Comment by snarfy

4 years ago

I always found the ephemeral nature of IRC chat to be a feature, not a bug.

I always saw it as a bug tbh, but reading drew's footnote on that right now, I am starting to think you and he are right!

But I think it is more complicated, because it also makes clear that IRC is not an ideal medium for many forms of messaging. It works great for free for all chat, where the discussion happens right now. But it is not great for group chats with friends or when information needs to be disseminated across a community, but I have both of these seen used often.

It just not asynchronous, while at the same time, because of the constant open connection, also not great to use on the go.

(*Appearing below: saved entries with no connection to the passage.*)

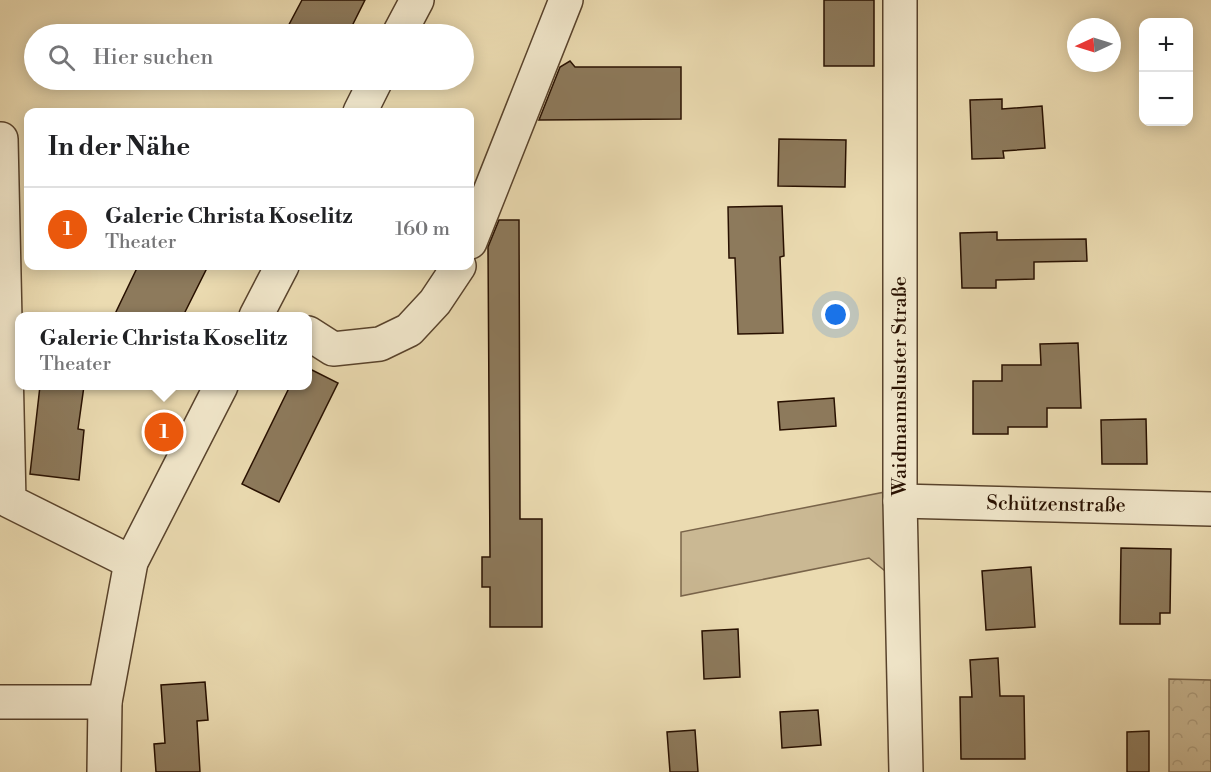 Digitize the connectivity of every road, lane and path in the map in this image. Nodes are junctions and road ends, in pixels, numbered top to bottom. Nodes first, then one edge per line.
1 (417, 0) edge
2 (566, 0) edge
3 (900, 0) edge
4 (404, 24) edge
5 (371, 90) edge
6 (362, 108) edge
7 (1, 139) edge
8 (474, 232) edge
9 (281, 270) edge
10 (456, 270) edge
11 (266, 312) edge
12 (312, 336) edge
13 (219, 390) edge
14 (900, 501) junction
15 (1211, 509) edge
16 (131, 562) junction
17 (0, 702) edge
18 (105, 702) junction
19 (104, 772) edge
20 (906, 772) edge

1 - 4 street
2 - 8 street
3 - 14 street, Waidmannsluster Straße
5 - 6 street
7 - 16 street
9 - 11 street
10 - 12 street
13 - 16 street
14 - 15 street, Schützenstraße
14 - 20 street, Waidmannsluster Straße
16 - 18 street
17 - 18 street
18 - 19 street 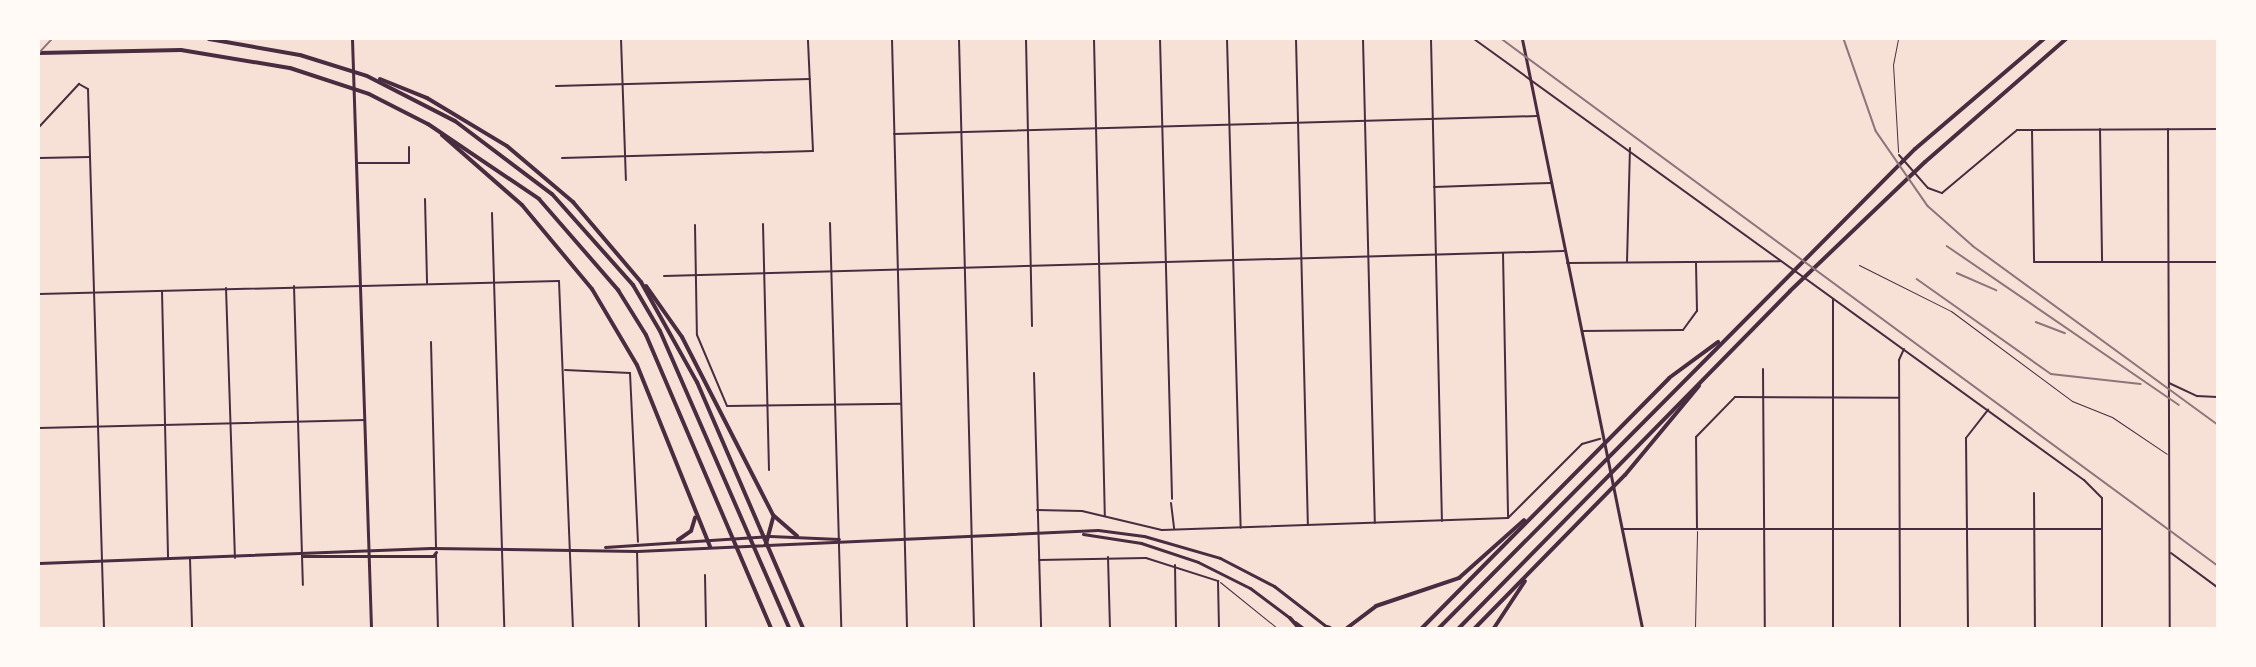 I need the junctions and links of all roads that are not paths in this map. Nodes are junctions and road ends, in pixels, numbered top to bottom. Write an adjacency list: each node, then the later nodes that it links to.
1 (209, 39): 20 (highway)
2 (352, 39): 48 (main road)
3 (621, 39): 23 (street)
4 (808, 39): 21 (street)
5 (892, 39): 40 (street)
6 (959, 39): 39 (street)
7 (1026, 39): 37 (street)
8 (1094, 39): 33 (street)
9 (1160, 39): 31 (street)
10 (1227, 39): 30 (street)
11 (1296, 39): 29 (street)
12 (1363, 39): 27 (street)
13 (1431, 39): 26 (street)
14 (1474, 39): 22 (street)
15 (1522, 39): 22 (main road)
16 (1898, 39): 43 (lane)
17 (2044, 39): 92 (highway)
18 (2066, 39): 98 (highway)
19 (39, 53): 28 (highway)
20 (367, 76): 81 (highway); 181 (highway)
21 (810, 79): 23 (street); 45 (street)
22 (1531, 81): 25 (main road); 42 (street)
23 (622, 84): 24 (street); 45 (street)
24 (556, 86)
25 (1537, 116): 26 (street); 50 (main road)
26 (1432, 119): 27 (street); 51 (street)
27 (1365, 121): 29 (street); 60 (street)
28 (428, 123): 119 (highway); 180 (highway)
29 (1298, 123): 30 (street); 61 (street)
30 (1228, 125): 31 (street); 62 (street)
31 (1163, 126): 33 (street); 64 (street)
32 (39, 127): 44 (street)
33 (1095, 128): 37 (street); 71 (street)
34 (2100, 129): 35 (street); 38 (street); 67 (street)
35 (2168, 129): 36 (street); 68 (street)
36 (2217, 129)
37 (1029, 130): 39 (street); 73 (street)
38 (2032, 130): 43 (street); 67 (street)
39 (961, 132): 40 (street); 74 (street)
40 (894, 134): 75 (street)
41 (409, 147): 48 (street)
42 (1630, 148): 63 (street); 65 (street)
43 (1899, 155)
44 (90, 157): 46 (street); 87 (street)
45 (626, 157): 47 (street); 49 (street)
46 (39, 158)
47 (562, 158)
48 (357, 163): 83 (main road)
49 (626, 180)
50 (1551, 183): 51 (street); 57 (main road)
51 (1433, 188): 59 (street)
52 (425, 199): 82 (street)
53 (492, 213): 80 (street)
54 (763, 224): 77 (street)
55 (830, 224): 76 (street)
56 (694, 225): 78 (street)
57 (1564, 251): 58 (street); 70 (main road)
58 (1503, 253): 59 (street); 122 (street)
59 (1435, 255): 60 (street); 124 (street)
60 (1367, 256): 61 (street); 125 (street)
61 (1301, 258): 62 (street); 126 (street)
62 (1233, 260): 64 (street); 127 (street)
63 (1780, 261): 66 (street); 89 (street)
64 (1166, 262): 71 (street); 136 (street)
65 (1628, 262): 66 (street); 70 (street)
66 (1696, 262): 91 (street)
67 (2102, 262): 68 (street)
68 (2167, 262): 69 (street); 99 (street)
69 (2217, 262)
70 (1566, 263): 91 (main road)
71 (1098, 264): 73 (street); 121 (street)
72 (1859, 265): 115 (lane)
73 (1032, 266): 74 (street); 90 (street)
74 (965, 268): 75 (street); 141 (street)
75 (897, 269): 76 (street); 104 (street)
76 (831, 271): 77 (street); 105 (street)
77 (764, 273): 78 (street); 106 (street)
78 (696, 275): 79 (street); 106 (street)
79 (664, 276)
80 (494, 281): 82 (street); 96 (street); 152 (street)
81 (641, 282): 120 (highway); 182 (highway)
82 (428, 283): 83 (street)
83 (361, 285): 84 (street); 108 (main road)
84 (294, 286): 85 (street); 109 (street)
85 (226, 288): 86 (street); 110 (street)
86 (162, 291): 87 (street); 111 (street)
87 (94, 293): 88 (street); 112 (street)
88 (39, 294)
89 (1833, 299): 94 (street); 102 (street)
90 (1032, 326)
91 (1581, 332): 114 (main road)
92 (1721, 340): 123 (highway); 195 (highway)
93 (430, 342): 154 (street)
94 (1904, 349): 103 (street); 107 (street)
95 (1763, 369): 100 (street)
96 (565, 370): 146 (street); 150 (street)
97 (1034, 373): 118 (street)
98 (1704, 378): 167 (highway); 196 (highway)
99 (2169, 383): 101 (street); 115 (street)
100 (1763, 397): 102 (street); 129 (street); 130 (street)
101 (2217, 397)
102 (1830, 398): 103 (street); 131 (street)
103 (1899, 398): 132 (street)
104 (901, 404): 105 (street); 142 (street)
105 (836, 406): 106 (street); 144 (street)
106 (767, 408): 116 (street)
107 (1988, 410): 133 (street); 135 (street)
108 (365, 420): 109 (street); 151 (main road)
109 (298, 422): 110 (street); 156 (street)
110 (231, 423): 111 (street); 157 (street)
111 (165, 425): 112 (street); 160 (street)
112 (98, 426): 113 (street); 163 (street)
113 (39, 428)
114 (1600, 439): 122 (street); 128 (main road)
115 (2169, 456): 155 (street)
116 (769, 470)
117 (2034, 493): 134 (street)
118 (1037, 510): 121 (street); 137 (street)
119 (694, 514): 143 (highway); 145 (highway)
120 (773, 515): 139 (highway); 140 (highway)
121 (1105, 516): 136 (street)
122 (1508, 518): 124 (street)
123 (1527, 518): 193 (highway); 194 (highway)
124 (1442, 521): 125 (street)
125 (1375, 523): 126 (street)
126 (1308, 525): 127 (street)
127 (1241, 528): 136 (street)
128 (1621, 529): 129 (street); 199 (main road)
129 (1697, 529): 130 (street); 200 (lane)
130 (1765, 529): 131 (street); 201 (street)
131 (1832, 529): 132 (street); 202 (street)
132 (1900, 529): 133 (street); 203 (street)
133 (1967, 529): 134 (street); 204 (street)
134 (2034, 529): 135 (street); 205 (street)
135 (2102, 529): 206 (street)
136 (1173, 530)
137 (1038, 534): 138 (main road); 141 (main road); 162 (street)
138 (1081, 534): 171 (main road); 192 (main road)
139 (770, 536): 140 (main road); 143 (main road); 147 (highway)
140 (797, 536): 144 (main road)
141 (971, 536): 142 (main road); 185 (street)
142 (905, 538): 144 (main road); 184 (street)
143 (704, 539): 145 (main road); 148 (highway)
144 (839, 539): 147 (main road); 183 (street)
145 (678, 540): 146 (main road)
146 (638, 542): 149 (main road)
147 (766, 545): 148 (main road)
148 (710, 547): 153 (main road)
149 (603, 548): 150 (main road); 153 (main road)
150 (570, 549): 152 (main road); 177 (street)
151 (369, 550): 154 (main road); 156 (main road); 158 (main road)
152 (502, 550): 154 (main road); 176 (street)
153 (637, 551): 178 (street)
154 (436, 552): 158 (main road); 175 (street)
155 (2170, 552): 170 (street); 207 (street)
156 (302, 556): 157 (main road); 158 (main road); 169 (street)
157 (235, 558): 161 (main road)
158 (369, 558): 174 (main road)
159 (1108, 558): 162 (street); 165 (street); 187 (street)
160 (168, 559): 161 (main road); 163 (main road)
161 (190, 559): 173 (street)
162 (1039, 560): 186 (street)
163 (102, 561): 164 (main road); 172 (street)
164 (39, 563)
165 (1174, 565): 168 (street); 188 (street)
166 (705, 575): 179 (street)
167 (1528, 576): 197 (highway); 198 (highway)
168 (1218, 581): 189 (street); 190 (lane)
169 (303, 585)
170 (2217, 587)
171 (1290, 618): 191 (highway)
172 (104, 628)
173 (192, 628)
174 (371, 628)
175 (438, 628)
176 (504, 628)
177 (573, 628)
178 (639, 628)
179 (706, 628)
180 (771, 628)
181 (789, 628)
182 (803, 628)
183 (842, 628)
184 (907, 628)
185 (974, 628)
186 (1041, 628)
187 (1110, 628)
188 (1176, 628)
189 (1219, 628)
190 (1277, 628)
191 (1301, 628)
192 (1328, 628)
193 (1347, 628)
194 (1422, 628)
195 (1439, 628)
196 (1459, 628)
197 (1475, 628)
198 (1494, 628)
199 (1641, 628)
200 (1695, 628)
201 (1766, 628)
202 (1833, 628)
203 (1900, 628)
204 (1968, 628)
205 (2035, 628)
206 (2102, 628)
207 (2170, 628)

It's somehow nice to have a medium for "right here and now", but it sucks to not be able to answer a question or miss important conversation because you didn't look for 10 minutes.

Of course, multi-tier conversation options have helped traditionally, but I think that's also why i never bothered with IRC much, because it was always 3 dozen people idling who always seemed to burst in conversation once you got disconnected.

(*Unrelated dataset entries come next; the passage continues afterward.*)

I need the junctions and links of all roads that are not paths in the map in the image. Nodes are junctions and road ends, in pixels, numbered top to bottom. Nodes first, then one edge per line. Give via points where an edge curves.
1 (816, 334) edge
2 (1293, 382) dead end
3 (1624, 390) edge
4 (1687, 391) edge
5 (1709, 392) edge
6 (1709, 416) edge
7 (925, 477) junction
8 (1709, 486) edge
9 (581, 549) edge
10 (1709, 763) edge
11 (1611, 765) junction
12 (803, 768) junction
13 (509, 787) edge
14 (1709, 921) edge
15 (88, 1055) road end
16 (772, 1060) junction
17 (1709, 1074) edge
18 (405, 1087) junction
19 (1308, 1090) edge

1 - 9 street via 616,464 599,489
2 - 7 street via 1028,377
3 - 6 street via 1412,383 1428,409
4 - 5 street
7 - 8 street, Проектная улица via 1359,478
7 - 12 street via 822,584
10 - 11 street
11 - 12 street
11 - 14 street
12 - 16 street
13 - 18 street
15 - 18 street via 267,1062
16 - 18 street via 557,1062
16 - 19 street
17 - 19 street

  • To add to this: I think IRC strikes an interesting balance between async and sync conversations -- Schrödinger's synchronization, in a sense. In public conversations, there's no expectation that anyone will be present for anything and no expectation that they should read the things they missed, which is good. However, among mutual bouncer users there's a culture of sending messages you expect to be read later, in their own time. We essentially get the best of both worlds.

    I wrote a little bit about this facet of IRC culture in this article:

    https://drewdevault.com/2021/11/24/A-philosophy-for-instant-...

  • > because it also makes clear that IRC is not an ideal medium for many forms of messaging.

    Back in the day where people used to differentiate between IRC and IMs (more importantly, chat vs messaging), I don't really think this is correct. In today's era of Discord/Slack/SMS though, it certainly would seem like a detriment. I do agree with those other people, though. What was nice about IRC (to me) was how imperative it was. You could post a cool thing, question or discussion topic in a channel and have responses coming through within the minute. When you're done, you just close the window and it's like it was never there. I remember feeling like I was using a secret spy communicator when I had IRC downloaded in middle school, the whole ephemeral nature of it was the coolest to me back then.

I don't like the framing on feature vs bug. I think it's a characteristic of IRC that made it nice in some ways, and impractical in other ways. The fact that you knew that people were "on" when they were in the channel, and see exactly how many people where "on" at some point in time was really interesting. Right now all your chat apps are persistent chats so you don't really have that feeling of really being in a "chat room" anymore.

If someone is looking for an ephemeral side-project to work on, it'd be interesting to have something like twitter that works in a similar way: you only see tweets posted when you're online on the page.

It certainly gets around some of the privacy concerns you get once your platform has message persistence.

On the other hand, the mobile/cellular world has been largely responsible for killing off IRC.

  • I don't think IRC ever had much of an expectation of privacy. Just because you didn't keep logs yourself does not mean the IRC server didn't. Using a bouncer does nothing for that.

    • Most IRC networks are relatively small and/or are/were run by techies with no real incentive to log everything. Also, almost everything culturally about IRC relies on trusting the IRC operators to keep things running smoothly and moderate appropriately.

      UnrealIRCd (a popular IRC server implementation) have actively refused to add features in to the code-base that allow IRC operators to snoop on private messages or covertly on channels, for example.

      Slack, Facebook, Reddit, and whoever else we all use these days, keep every private message ever sent logged for all time and this is just accepted.

      2 replies →

If is a feature in many ways, however there are usecases where it isn't applicable. If I got such a usecases the question is whether I pick a completely different chat system or use some form of bouncer as workaround.

Exactly. You don't want to know everything that's ever happened in the history of the channel, there's way too much. Even on Discord the client can't handle it so you won't know anyway.

Same here. Works quite nicely to have tempers cool down as people dis/reconnect and lose history.